To do: The reply should consist of the full listing, written out exactly.

Input data:
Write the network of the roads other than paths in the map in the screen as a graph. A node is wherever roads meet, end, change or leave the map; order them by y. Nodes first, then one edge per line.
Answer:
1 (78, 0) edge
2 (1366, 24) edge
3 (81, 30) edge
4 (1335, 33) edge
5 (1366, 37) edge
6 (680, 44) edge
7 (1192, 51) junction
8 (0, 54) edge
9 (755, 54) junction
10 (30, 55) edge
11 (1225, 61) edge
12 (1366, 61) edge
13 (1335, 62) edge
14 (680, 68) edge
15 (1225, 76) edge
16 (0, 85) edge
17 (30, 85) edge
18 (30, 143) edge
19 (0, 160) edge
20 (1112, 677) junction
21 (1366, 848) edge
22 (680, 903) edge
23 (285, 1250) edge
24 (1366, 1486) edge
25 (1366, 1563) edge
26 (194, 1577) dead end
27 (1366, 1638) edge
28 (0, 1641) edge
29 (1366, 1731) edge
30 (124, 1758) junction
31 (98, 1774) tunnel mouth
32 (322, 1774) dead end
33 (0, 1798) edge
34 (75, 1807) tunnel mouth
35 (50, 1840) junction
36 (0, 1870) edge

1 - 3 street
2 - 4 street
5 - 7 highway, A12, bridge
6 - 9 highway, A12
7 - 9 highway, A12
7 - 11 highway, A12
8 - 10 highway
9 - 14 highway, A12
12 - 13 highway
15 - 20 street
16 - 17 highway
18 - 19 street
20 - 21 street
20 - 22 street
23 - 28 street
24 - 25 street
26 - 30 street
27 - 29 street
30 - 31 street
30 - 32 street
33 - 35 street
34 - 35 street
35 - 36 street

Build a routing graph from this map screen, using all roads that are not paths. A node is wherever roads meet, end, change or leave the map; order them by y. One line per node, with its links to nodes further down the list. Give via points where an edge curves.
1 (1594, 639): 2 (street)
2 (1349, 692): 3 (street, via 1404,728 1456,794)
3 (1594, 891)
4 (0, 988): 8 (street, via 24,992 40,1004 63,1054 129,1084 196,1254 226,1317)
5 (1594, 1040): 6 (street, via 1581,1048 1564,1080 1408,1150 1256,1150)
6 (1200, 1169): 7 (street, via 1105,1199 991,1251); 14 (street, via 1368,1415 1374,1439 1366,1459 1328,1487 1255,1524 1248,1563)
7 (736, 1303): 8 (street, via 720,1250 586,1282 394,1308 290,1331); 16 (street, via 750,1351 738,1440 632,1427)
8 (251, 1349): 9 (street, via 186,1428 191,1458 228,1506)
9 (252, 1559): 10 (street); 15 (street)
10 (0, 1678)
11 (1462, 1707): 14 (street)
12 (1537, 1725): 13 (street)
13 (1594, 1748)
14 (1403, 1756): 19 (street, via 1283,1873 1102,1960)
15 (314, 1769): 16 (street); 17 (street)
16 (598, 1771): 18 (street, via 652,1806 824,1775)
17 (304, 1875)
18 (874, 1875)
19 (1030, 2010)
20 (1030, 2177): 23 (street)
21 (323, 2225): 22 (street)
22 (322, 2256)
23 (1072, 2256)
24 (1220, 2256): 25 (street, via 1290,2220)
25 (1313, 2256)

Exercise output:
Write the network of the roads other than paths in the map in the screen as a graph. A node is wherever roads meet, end, change or leave the map; order them by y. Nodes first, then one edge per line.
Answer:
1 (78, 0) edge
2 (1366, 24) edge
3 (81, 30) edge
4 (1335, 33) edge
5 (1366, 37) edge
6 (680, 44) edge
7 (1192, 51) junction
8 (0, 54) edge
9 (755, 54) junction
10 (30, 55) edge
11 (1225, 61) edge
12 (1366, 61) edge
13 (1335, 62) edge
14 (680, 68) edge
15 (1225, 76) edge
16 (0, 85) edge
17 (30, 85) edge
18 (30, 143) edge
19 (0, 160) edge
20 (1112, 677) junction
21 (1366, 848) edge
22 (680, 903) edge
23 (285, 1250) edge
24 (1366, 1486) edge
25 (1366, 1563) edge
26 (194, 1577) dead end
27 (1366, 1638) edge
28 (0, 1641) edge
29 (1366, 1731) edge
30 (124, 1758) junction
31 (98, 1774) tunnel mouth
32 (322, 1774) dead end
33 (0, 1798) edge
34 (75, 1807) tunnel mouth
35 (50, 1840) junction
36 (0, 1870) edge

1 - 3 street
2 - 4 street
5 - 7 highway, A12, bridge
6 - 9 highway, A12
7 - 9 highway, A12
7 - 11 highway, A12
8 - 10 highway
9 - 14 highway, A12
12 - 13 highway
15 - 20 street
16 - 17 highway
18 - 19 street
20 - 21 street
20 - 22 street
23 - 28 street
24 - 25 street
26 - 30 street
27 - 29 street
30 - 31 street
30 - 32 street
33 - 35 street
34 - 35 street
35 - 36 street

Build a routing graph from this map screen, using all roads that are not paths. A node is wherever roads meet, end, change or leave the map; order them by y. One line per node, with its links to nodes further down the list. Give via points where an edge curves.
1 (1594, 639): 2 (street)
2 (1349, 692): 3 (street, via 1404,728 1456,794)
3 (1594, 891)
4 (0, 988): 8 (street, via 24,992 40,1004 63,1054 129,1084 196,1254 226,1317)
5 (1594, 1040): 6 (street, via 1581,1048 1564,1080 1408,1150 1256,1150)
6 (1200, 1169): 7 (street, via 1105,1199 991,1251); 14 (street, via 1368,1415 1374,1439 1366,1459 1328,1487 1255,1524 1248,1563)
7 (736, 1303): 8 (street, via 720,1250 586,1282 394,1308 290,1331); 16 (street, via 750,1351 738,1440 632,1427)
8 (251, 1349): 9 (street, via 186,1428 191,1458 228,1506)
9 (252, 1559): 10 (street); 15 (street)
10 (0, 1678)
11 (1462, 1707): 14 (street)
12 (1537, 1725): 13 (street)
13 (1594, 1748)
14 (1403, 1756): 19 (street, via 1283,1873 1102,1960)
15 (314, 1769): 16 (street); 17 (street)
16 (598, 1771): 18 (street, via 652,1806 824,1775)
17 (304, 1875)
18 (874, 1875)
19 (1030, 2010)
20 (1030, 2177): 23 (street)
21 (323, 2225): 22 (street)
22 (322, 2256)
23 (1072, 2256)
24 (1220, 2256): 25 (street, via 1290,2220)
25 (1313, 2256)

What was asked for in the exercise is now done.